### Work to be completed:
Copies of all lines containing the string "bottom" are needed from the data below.

### Saved entries:
◆ ◆ ◆ ◆ ◆
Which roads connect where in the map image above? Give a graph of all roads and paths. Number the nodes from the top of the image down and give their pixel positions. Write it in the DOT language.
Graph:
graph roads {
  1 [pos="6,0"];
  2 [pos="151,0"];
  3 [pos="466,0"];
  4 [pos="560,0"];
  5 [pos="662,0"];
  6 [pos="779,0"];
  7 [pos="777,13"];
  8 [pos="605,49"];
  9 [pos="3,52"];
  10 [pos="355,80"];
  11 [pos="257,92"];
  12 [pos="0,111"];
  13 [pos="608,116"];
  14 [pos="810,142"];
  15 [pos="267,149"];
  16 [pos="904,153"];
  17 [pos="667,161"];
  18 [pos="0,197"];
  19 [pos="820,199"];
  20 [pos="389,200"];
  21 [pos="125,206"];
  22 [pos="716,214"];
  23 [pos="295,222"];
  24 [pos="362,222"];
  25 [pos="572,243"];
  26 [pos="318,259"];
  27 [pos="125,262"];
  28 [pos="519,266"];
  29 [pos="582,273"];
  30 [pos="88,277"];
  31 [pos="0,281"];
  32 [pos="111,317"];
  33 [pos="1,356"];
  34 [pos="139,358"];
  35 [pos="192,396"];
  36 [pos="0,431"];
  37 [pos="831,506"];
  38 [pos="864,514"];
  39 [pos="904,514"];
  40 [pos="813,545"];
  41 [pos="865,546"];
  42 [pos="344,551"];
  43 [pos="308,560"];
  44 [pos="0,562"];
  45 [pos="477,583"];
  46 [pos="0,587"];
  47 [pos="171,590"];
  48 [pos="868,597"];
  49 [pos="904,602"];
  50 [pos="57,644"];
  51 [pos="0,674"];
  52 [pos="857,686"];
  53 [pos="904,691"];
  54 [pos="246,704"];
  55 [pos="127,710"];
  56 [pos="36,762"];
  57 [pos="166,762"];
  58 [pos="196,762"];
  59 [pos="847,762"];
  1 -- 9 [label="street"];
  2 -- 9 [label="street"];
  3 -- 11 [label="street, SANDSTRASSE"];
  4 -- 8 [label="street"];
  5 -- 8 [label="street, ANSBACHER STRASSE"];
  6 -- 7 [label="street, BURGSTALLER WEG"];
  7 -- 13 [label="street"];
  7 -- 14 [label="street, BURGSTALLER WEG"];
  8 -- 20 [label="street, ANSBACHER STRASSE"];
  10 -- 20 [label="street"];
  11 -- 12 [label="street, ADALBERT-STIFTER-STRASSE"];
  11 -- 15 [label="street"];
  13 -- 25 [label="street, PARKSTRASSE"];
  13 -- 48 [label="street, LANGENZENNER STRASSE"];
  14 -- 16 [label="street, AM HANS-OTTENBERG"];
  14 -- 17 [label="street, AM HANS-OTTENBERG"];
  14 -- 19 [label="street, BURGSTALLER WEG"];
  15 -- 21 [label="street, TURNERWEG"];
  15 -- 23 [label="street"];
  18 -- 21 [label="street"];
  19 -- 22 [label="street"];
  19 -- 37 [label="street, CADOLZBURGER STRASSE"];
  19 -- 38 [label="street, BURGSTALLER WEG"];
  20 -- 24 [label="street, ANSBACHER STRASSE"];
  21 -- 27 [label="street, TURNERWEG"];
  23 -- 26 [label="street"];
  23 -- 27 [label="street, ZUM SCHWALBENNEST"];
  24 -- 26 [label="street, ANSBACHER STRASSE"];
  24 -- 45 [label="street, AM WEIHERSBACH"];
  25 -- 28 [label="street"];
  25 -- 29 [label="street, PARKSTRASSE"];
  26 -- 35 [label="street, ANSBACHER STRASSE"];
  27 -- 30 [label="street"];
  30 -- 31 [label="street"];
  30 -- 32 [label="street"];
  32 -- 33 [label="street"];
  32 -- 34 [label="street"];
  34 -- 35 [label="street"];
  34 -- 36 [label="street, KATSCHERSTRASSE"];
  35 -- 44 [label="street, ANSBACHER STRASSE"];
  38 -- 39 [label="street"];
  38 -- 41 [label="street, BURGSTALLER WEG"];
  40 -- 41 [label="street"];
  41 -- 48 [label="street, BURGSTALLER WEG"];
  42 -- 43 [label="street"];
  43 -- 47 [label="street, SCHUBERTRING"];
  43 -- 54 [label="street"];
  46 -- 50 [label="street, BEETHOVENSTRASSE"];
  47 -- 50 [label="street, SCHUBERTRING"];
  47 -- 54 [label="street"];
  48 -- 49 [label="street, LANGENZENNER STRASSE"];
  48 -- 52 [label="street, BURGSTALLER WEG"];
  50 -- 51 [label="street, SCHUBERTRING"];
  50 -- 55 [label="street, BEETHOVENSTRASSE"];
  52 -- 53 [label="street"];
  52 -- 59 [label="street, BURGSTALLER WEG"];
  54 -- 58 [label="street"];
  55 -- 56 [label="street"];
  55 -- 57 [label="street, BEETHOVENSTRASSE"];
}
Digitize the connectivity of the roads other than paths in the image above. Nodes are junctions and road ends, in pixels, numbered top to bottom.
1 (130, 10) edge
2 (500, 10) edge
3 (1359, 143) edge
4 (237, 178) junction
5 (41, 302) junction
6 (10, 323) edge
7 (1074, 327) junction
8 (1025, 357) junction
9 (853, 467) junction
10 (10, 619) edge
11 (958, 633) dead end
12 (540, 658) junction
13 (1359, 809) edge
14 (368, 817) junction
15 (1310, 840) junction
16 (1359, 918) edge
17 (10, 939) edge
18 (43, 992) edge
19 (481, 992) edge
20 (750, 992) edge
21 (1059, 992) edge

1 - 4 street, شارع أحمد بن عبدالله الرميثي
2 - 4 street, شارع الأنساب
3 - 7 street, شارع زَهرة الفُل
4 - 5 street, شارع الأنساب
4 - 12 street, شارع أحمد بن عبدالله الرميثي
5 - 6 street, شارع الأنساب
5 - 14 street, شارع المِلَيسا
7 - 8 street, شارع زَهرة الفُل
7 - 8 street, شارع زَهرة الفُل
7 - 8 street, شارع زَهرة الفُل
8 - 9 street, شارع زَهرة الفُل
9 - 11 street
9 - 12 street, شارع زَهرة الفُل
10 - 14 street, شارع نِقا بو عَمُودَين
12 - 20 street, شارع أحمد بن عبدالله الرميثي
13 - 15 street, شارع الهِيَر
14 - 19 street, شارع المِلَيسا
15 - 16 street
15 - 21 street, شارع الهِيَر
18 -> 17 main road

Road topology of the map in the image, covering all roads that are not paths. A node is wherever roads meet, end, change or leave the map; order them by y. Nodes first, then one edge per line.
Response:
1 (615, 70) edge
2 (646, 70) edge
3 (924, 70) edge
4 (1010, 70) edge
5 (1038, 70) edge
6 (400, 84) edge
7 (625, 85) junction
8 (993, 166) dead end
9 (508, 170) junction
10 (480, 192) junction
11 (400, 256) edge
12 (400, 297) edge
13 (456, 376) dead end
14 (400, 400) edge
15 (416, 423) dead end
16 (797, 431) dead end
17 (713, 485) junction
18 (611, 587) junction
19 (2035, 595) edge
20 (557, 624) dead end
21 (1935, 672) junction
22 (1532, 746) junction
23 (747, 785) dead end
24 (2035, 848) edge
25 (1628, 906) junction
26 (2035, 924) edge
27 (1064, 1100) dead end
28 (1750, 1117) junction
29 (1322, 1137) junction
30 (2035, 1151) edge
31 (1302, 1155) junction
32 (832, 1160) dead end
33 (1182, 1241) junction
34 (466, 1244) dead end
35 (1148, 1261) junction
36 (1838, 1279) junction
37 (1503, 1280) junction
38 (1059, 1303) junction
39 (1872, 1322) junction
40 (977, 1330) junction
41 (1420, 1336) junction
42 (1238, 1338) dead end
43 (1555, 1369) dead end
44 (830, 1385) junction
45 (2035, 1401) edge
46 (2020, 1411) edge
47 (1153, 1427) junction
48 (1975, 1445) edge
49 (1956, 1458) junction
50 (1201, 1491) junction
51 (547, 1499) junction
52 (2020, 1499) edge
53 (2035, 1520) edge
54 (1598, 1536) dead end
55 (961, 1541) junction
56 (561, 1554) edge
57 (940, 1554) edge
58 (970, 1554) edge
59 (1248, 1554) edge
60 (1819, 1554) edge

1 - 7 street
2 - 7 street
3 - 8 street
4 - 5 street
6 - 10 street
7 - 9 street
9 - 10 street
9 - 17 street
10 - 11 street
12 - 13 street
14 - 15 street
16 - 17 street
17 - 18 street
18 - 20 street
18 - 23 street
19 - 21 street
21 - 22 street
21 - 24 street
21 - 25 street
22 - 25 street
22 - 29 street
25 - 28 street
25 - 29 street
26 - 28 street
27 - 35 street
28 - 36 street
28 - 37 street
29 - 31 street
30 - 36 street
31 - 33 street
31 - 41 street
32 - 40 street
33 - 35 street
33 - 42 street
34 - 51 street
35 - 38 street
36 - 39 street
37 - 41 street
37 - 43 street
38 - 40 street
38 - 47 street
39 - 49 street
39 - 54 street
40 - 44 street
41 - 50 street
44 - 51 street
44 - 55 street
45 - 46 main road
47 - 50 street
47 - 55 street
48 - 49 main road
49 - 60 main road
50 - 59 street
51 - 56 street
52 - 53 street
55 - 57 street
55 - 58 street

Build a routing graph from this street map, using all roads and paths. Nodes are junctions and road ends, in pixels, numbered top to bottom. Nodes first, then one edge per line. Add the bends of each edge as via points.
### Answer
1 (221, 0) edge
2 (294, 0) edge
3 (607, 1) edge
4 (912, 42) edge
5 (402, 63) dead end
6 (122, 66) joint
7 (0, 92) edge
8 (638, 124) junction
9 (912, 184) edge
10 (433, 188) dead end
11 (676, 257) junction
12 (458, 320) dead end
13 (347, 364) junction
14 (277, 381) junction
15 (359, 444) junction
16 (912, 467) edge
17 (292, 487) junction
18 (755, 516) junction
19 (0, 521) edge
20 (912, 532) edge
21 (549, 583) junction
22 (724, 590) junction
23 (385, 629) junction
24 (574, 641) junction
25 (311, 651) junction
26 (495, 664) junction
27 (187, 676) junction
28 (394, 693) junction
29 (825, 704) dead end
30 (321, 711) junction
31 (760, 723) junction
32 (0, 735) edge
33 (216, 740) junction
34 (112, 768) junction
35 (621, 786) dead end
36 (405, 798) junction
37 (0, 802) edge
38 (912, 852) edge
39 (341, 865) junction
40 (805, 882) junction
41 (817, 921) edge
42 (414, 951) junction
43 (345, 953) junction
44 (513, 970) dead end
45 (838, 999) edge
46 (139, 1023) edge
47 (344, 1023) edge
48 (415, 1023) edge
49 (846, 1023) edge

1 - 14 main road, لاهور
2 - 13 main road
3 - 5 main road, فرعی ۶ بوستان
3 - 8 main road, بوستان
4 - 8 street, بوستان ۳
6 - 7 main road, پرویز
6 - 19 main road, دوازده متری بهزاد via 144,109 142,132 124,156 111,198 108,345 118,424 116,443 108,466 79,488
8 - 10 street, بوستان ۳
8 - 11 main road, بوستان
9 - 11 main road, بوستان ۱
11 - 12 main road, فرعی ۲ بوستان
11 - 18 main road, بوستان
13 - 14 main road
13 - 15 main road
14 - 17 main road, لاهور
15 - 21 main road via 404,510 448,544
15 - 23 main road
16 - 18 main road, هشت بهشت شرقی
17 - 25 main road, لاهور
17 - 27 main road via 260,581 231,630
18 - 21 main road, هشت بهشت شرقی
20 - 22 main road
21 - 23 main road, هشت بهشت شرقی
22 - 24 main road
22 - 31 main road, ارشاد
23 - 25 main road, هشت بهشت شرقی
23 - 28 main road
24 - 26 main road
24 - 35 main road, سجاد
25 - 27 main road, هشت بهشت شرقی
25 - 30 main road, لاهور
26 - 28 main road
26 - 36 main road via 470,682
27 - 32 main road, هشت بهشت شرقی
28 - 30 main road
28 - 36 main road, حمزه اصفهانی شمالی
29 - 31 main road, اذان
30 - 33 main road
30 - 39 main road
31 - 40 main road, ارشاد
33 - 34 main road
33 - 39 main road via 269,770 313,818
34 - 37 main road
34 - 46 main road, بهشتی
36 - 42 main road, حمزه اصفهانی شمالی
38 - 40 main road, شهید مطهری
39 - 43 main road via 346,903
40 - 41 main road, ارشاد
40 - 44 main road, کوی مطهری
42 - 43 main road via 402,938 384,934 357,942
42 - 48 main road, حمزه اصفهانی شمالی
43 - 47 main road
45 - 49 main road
◆ ◆ ◆ ◆ ◆
### Exercise response:
Digitize the connectivity of the roads other than paths in the image above. Nodes are junctions and road ends, in pixels, numbered top to bottom.
Build a routing graph from this street map, using all roads and paths. Nodes are junctions and road ends, in pixels, numbered top to bottom. Nodes first, then one edge per line. Add the bends of each edge as via points.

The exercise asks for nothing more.